- **WHAT TO WORK ON**
The output should be all lines of the entries below in which the word "down" occurs.

(Dataset entries)
- Opening Delimiter -
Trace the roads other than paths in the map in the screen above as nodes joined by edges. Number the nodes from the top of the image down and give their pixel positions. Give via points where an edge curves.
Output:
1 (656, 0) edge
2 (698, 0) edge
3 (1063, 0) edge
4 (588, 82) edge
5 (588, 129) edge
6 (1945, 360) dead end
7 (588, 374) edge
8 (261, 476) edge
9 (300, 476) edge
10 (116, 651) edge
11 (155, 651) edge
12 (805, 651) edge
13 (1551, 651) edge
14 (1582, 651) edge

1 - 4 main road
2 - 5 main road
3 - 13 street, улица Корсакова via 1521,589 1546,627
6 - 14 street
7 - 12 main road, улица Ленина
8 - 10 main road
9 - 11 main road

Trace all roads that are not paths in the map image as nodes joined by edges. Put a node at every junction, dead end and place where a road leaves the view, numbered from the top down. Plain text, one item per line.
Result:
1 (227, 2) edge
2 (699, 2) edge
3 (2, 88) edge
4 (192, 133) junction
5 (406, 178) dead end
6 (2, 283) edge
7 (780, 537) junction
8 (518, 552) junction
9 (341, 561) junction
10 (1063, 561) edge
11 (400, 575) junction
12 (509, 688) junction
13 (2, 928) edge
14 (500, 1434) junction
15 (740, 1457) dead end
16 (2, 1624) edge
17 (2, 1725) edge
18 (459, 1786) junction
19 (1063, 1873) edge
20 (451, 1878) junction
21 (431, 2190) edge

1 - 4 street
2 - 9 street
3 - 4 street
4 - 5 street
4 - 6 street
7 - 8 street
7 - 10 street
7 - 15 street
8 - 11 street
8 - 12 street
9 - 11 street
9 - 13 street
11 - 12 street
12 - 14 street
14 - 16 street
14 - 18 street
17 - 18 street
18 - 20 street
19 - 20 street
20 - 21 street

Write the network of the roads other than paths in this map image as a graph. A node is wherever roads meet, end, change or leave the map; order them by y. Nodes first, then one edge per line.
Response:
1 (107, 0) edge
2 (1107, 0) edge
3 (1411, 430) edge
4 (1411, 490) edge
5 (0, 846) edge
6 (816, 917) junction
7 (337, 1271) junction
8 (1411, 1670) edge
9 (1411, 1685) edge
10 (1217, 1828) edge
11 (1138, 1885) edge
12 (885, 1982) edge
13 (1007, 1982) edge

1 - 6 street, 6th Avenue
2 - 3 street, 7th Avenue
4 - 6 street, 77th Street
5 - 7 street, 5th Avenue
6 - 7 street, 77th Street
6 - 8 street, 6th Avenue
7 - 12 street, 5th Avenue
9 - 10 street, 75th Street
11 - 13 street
- Closing Delimiter -
- **OUTPUT**
Trace the roads other than paths in the map in the screen above as nodes joined by edges. Number the nodes from the top of the image down and give their pixel positions. Give via points where an edge curves.
Trace all roads that are not paths in the map image as nodes joined by edges. Put a node at every junction, dead end and place where a road leaves the view, numbered from the top down. Plain text, one item per line.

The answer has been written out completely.